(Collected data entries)
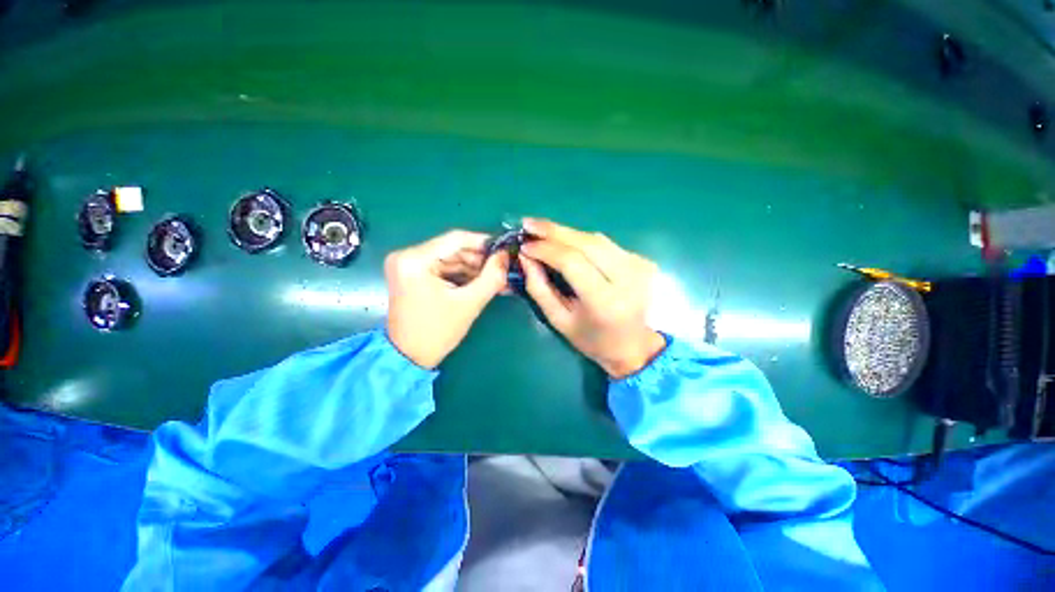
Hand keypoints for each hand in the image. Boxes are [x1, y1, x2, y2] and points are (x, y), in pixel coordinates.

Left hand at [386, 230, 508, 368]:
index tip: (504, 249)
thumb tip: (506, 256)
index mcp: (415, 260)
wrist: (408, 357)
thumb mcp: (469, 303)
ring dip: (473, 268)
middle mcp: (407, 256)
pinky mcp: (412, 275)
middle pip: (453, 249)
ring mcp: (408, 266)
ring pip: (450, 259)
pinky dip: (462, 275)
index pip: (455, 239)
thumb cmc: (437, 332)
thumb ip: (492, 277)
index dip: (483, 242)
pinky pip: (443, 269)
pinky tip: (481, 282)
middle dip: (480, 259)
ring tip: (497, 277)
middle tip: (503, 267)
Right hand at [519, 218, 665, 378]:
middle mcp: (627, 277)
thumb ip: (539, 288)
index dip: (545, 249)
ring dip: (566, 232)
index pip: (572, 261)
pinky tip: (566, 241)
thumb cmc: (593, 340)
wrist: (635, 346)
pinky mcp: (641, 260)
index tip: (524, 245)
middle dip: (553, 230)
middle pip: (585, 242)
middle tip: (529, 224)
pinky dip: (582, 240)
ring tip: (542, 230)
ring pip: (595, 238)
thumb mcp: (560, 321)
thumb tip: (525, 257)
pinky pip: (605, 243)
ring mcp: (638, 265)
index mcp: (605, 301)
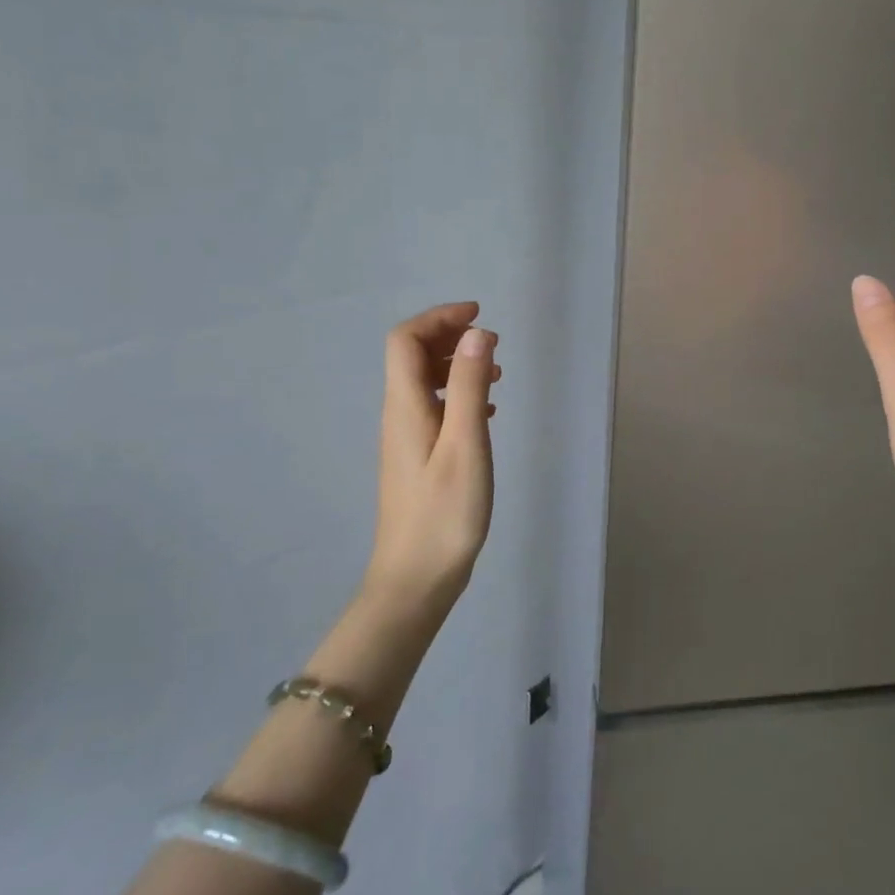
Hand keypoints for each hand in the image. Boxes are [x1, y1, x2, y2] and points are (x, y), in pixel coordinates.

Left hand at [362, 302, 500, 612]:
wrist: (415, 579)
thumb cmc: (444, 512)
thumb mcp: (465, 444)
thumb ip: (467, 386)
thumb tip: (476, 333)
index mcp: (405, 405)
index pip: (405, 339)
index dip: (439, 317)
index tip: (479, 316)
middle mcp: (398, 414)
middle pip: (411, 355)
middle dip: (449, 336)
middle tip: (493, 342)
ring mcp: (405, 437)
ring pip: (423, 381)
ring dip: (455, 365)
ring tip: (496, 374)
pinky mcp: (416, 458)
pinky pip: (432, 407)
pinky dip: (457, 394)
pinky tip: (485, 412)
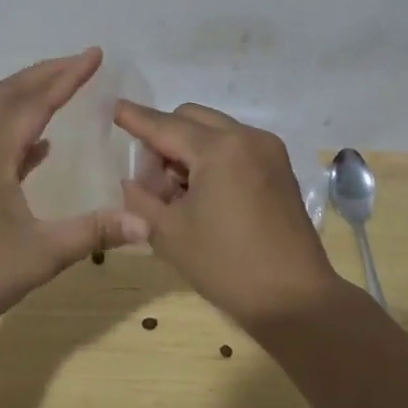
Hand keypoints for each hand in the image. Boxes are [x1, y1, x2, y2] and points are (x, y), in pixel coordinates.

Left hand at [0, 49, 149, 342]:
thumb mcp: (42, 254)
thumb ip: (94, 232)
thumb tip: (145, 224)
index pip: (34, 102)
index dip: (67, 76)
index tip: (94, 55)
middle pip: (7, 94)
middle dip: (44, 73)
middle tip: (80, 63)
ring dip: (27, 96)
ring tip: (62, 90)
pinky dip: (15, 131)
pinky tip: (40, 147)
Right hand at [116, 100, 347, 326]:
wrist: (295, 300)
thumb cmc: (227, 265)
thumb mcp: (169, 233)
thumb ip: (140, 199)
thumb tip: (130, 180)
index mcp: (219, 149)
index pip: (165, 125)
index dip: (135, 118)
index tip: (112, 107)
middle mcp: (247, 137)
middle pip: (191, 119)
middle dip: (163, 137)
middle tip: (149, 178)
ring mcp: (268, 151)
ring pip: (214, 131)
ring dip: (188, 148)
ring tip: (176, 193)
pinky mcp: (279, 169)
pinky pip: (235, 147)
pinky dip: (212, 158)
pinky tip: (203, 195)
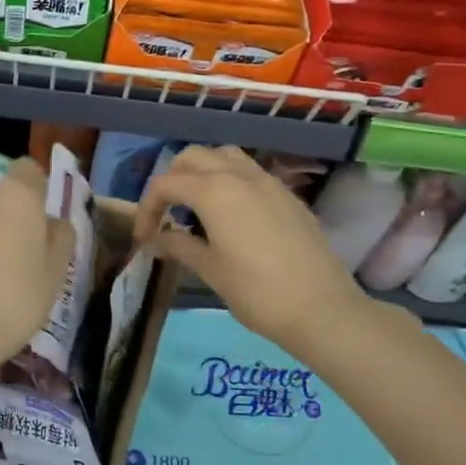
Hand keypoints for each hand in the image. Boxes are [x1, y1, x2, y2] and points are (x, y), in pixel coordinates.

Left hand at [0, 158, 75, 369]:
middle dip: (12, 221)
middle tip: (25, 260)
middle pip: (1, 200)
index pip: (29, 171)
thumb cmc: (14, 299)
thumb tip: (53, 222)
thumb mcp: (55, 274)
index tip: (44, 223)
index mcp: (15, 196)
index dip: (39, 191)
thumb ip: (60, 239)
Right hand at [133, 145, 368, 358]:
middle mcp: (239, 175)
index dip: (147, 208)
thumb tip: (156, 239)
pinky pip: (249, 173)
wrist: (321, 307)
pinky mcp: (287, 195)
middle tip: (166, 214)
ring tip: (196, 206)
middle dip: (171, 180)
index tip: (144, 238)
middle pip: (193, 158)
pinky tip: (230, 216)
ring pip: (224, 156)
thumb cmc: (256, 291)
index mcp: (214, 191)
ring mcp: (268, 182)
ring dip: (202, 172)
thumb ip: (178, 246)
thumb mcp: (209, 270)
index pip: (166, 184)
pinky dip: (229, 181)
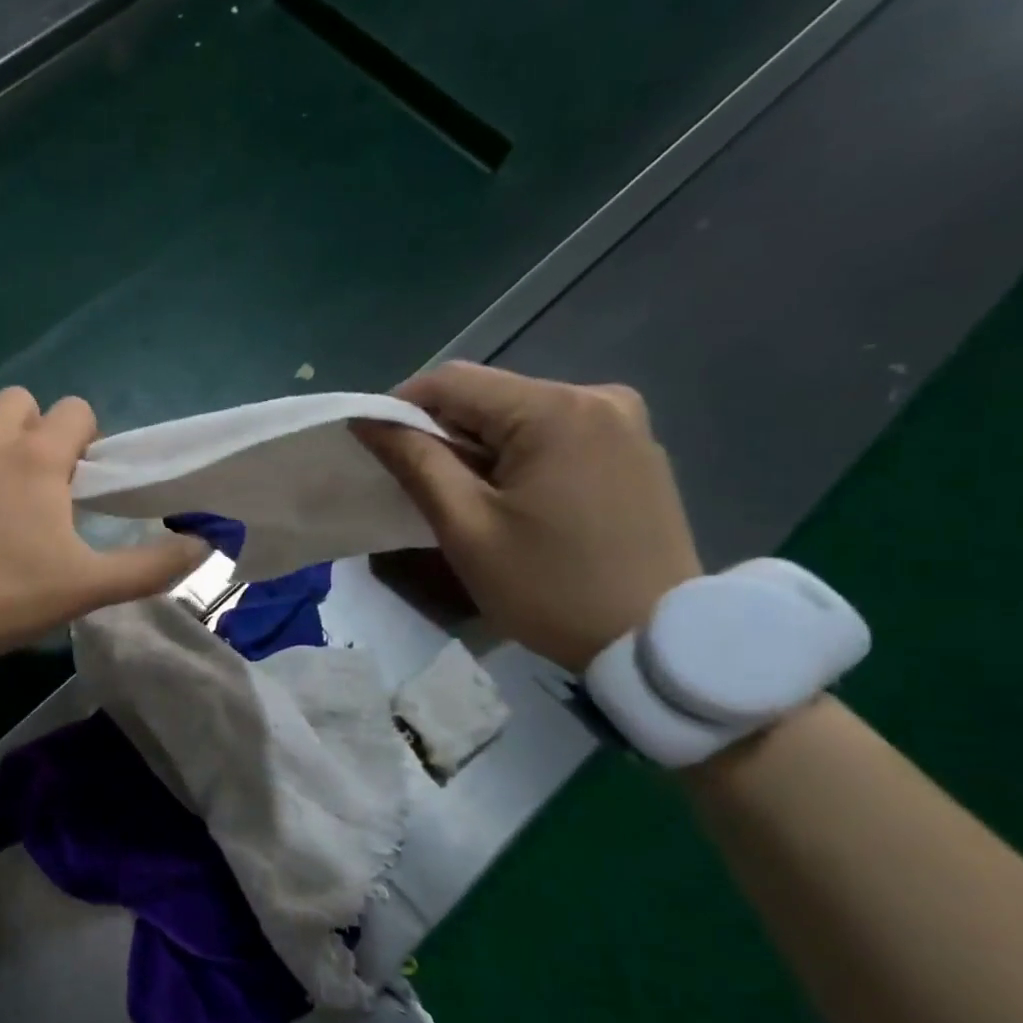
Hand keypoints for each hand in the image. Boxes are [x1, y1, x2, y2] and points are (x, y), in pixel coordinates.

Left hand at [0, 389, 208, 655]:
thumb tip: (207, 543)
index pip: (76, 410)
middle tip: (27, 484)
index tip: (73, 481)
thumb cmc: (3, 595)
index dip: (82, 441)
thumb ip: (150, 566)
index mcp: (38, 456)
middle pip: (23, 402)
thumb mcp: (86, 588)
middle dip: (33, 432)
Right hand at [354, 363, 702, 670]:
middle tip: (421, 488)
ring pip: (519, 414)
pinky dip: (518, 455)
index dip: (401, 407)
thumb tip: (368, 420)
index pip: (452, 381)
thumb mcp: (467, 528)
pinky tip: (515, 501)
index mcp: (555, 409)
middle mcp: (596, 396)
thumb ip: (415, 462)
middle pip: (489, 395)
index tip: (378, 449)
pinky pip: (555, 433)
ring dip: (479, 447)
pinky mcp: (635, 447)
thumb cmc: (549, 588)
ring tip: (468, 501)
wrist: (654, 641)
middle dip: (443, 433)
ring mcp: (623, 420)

WORK REQUEST: From the records above, write out exactly the lines that begin at the line with "thumb ip: (140, 199)" and end at the line with "index pip: (452, 381)". Pictures must not appear in the output.

ANSWER BELOW:
thumb ip: (140, 199)
thumb tip: (130, 180)
index mcp: (219, 149)
index pip: (165, 125)
index dip: (135, 118)
index tip: (112, 107)
middle mcp: (247, 137)
middle pip: (191, 119)
middle dip: (163, 137)
middle tip: (149, 178)
ring mcp: (268, 151)
ring pip: (214, 131)
ring dip: (188, 148)
ring tip: (176, 193)
pinky mcp: (279, 169)
pinky pip: (235, 147)
pinky dip: (212, 158)
pinky tip: (203, 195)
Hand keypoints for each hand in the image. Boxes are [x1, y1, x2, y2] and points are (x, y), in pixel coordinates.

Left hand at [0, 158, 75, 369]:
middle dip: (12, 221)
middle tip: (25, 260)
middle pip: (1, 200)
index pip: (29, 171)
thumb cmc: (14, 299)
thumb tip: (53, 222)
thumb mcp: (55, 274)
index tip: (44, 223)
index mcp: (15, 196)
index dip: (39, 191)
thumb ip: (60, 239)
Right hand at [133, 145, 368, 358]:
middle mcp: (239, 175)
index dip: (147, 208)
thumb tip: (156, 239)
pinky pip: (249, 173)
wrist: (321, 307)
pinky mcp: (287, 195)
middle tip: (166, 214)
ring tip: (196, 206)
middle dip: (171, 180)
index tip: (144, 238)
middle pip: (193, 158)
pinky tip: (230, 216)
ring pip: (224, 156)
thumb cmc: (256, 291)
index mcp: (214, 191)
ring mcp: (268, 182)
ring dip: (202, 172)
thumb ip: (178, 246)
thumb mcp: (209, 270)
index pip: (166, 184)
pinky dip: (229, 181)
Hand keypoints for each hand in the image. Boxes are [x1, y1, x2, y2] and points are (x, y), in pixel coordinates.

Left hand at [0, 389, 208, 655]:
thumb tip: (207, 543)
index pip: (76, 410)
middle tip: (27, 484)
index tip: (73, 481)
thumb cmc: (3, 595)
index dip: (82, 441)
thumb ip: (150, 566)
index mcp: (38, 456)
middle pip: (23, 402)
thumb mcp: (86, 588)
middle dip: (33, 432)
Right hand at [354, 363, 702, 670]:
middle tip: (421, 488)
ring pip: (519, 414)
pinky dip: (518, 455)
index dip: (401, 407)
thumb tip: (368, 420)
index pip: (452, 381)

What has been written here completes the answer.